Darrell: (interview) Diddy die Sarah suck. She suck so hard. She suck all the live-long day. Tiddy tye tiddy toe, Sarah gotsta go!

            And then we’d get a flashback to the time Sarah almost killed herself running in a Citadel-based mission. She fell down twice that time and was sideline, and most of her castmates hated her for holding them back. Meanwhile, I emphasized with her, since the only other thing that got enough love on the Television Without Pity forums was not Kendal Sheppard, but her badass coat.

            Anyway . . . in the first mission, the 28 players had to endure a frigid pool with snakes in it for some reason. David was the first person out, and he’d get voted into the Gauntlet by his teammates. Sarah wasn’t hot on his heels . . . Laterrian Wallace (RR: Maximum Velocity Tour) was the first Road Rules player out. Sadly, the bulk of the team valued Laterrian (and his muscles) over Sarah, and she was thrust into the Gauntlet. Between the oft-put-upon chick and the reformed asshole, I knew things would suck either way.
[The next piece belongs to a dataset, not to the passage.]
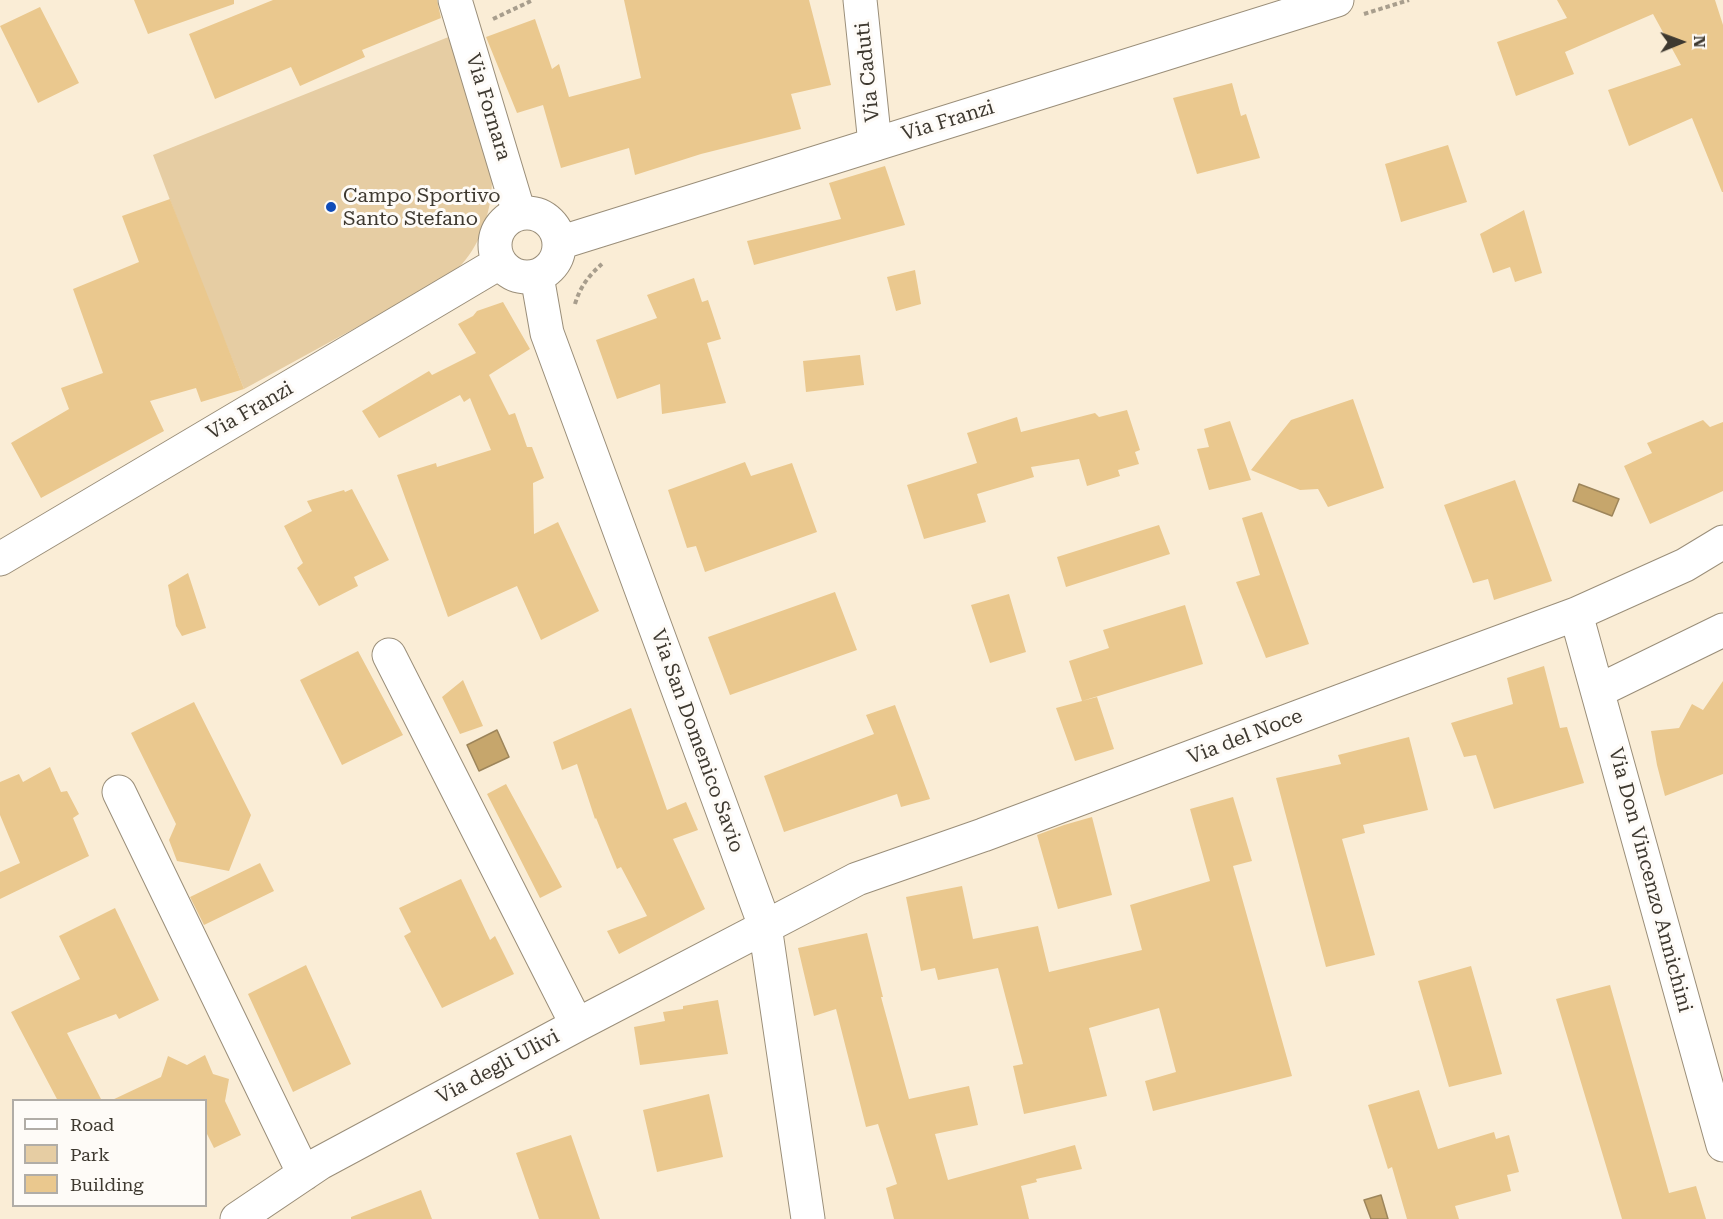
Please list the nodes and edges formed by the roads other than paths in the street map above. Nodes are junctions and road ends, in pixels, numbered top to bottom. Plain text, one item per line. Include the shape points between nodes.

            The first-ever endgame was a bit of an anticlimax. Since Real World won the mission, David got to roll a die, and he and Sarah were put into Dead Man’s Drop[6], where they had to hang from their legs on trapezes above the pool. David’s muscular physique worked against him, as he fell into the pool into elimination and trivia.

            Before leaving Telluride, something funny occurred with David. One of his roommates from New Orleans was making his debut . . . .Matt Smith[7], the ultra-white hipster doofus who had been his best bud. Matt had made the mistake of getting on the bad sides of teammates Tonya Cooley and Coral Smith (miss her so much), and David gave him advice. The amusing thing was that Matt had been trapped in his bed in most of the times where David was getting freaky with a woman nearby. The talk didn’t work . . . five missions later, Matt was sent into the Gauntlet, where he’d lose to Sarah. In Dead Man’s Drop. And now, because you've been such good boys and girls, I offer this . . . "Come On Be My Baby Tonight." You're welcome.
  

Next time: Coral gets revenge, Sarah endures more pain, and Steve gets swept away without so much a fond farewell.



[1] The breakup was ugly. Like, Rachel Robinson saying “ugh-gah-lay!!!” after she was voted off Battleof the Sexes. I won’t go further that this, save that I still hold grudges. And the guy who replaced me and took the first few paragraphs to shit on my writing style? I got words for him.
[2] RememberBecky vs. Sundra in the final Tribal Council in Cook Islands? With Jeff Probst shouting “We’re going to matches”? That was awesome.
[3] Anytime I think of Teck, I imagine all the child support payments he has to make for all the half-black kids in Honolulu with scraggly bleached blonde hair. Nice guy, but he threw it around way too much.
[4] Short story: I think the fight between Puck and David Edwards was staged. In my head, BMP could only rustle up seven male RW alumni, so they brought in Puck, promising him a wedding to his baby mamma and a no-questions-asked departure halfway through the show. And David Edwards got to fake stirring up shit about getting spat in the face by Puck before leaving the show after the first mission. Otherwise, human beings were acting the way they were acting . . . and that would be depressing as fuck.
[5] In my recaps and on forums, I’ve referred to Darrell as “Pootie Tang.” Lest you think I’m racist, the man coined the phrases “infuorno,” “poorlest” and “non-flexibilist cat.” I think I was onto something back then.
[6] At the time, the game was known for being the second mission in Battle of the Sexes, climaxing with warrior goddess Ruthie checking her wristwatch while hanging, making sure she got a win for her fellow women.
[7] No, no, not the Matt Smith that got to play the lead in Doctor Who. No, this one was a little more alien-looking. He was so damn white, he didn’t need a lamp to read in bed.

Note #2: . .  . and apparently, Reality News Online also died a unlamented death, along with all the stuff I wrote with them. As much as I'd love to talk shit about the site, I'm more concerned whether to find all my material and repost it here . . . or if anybody would care.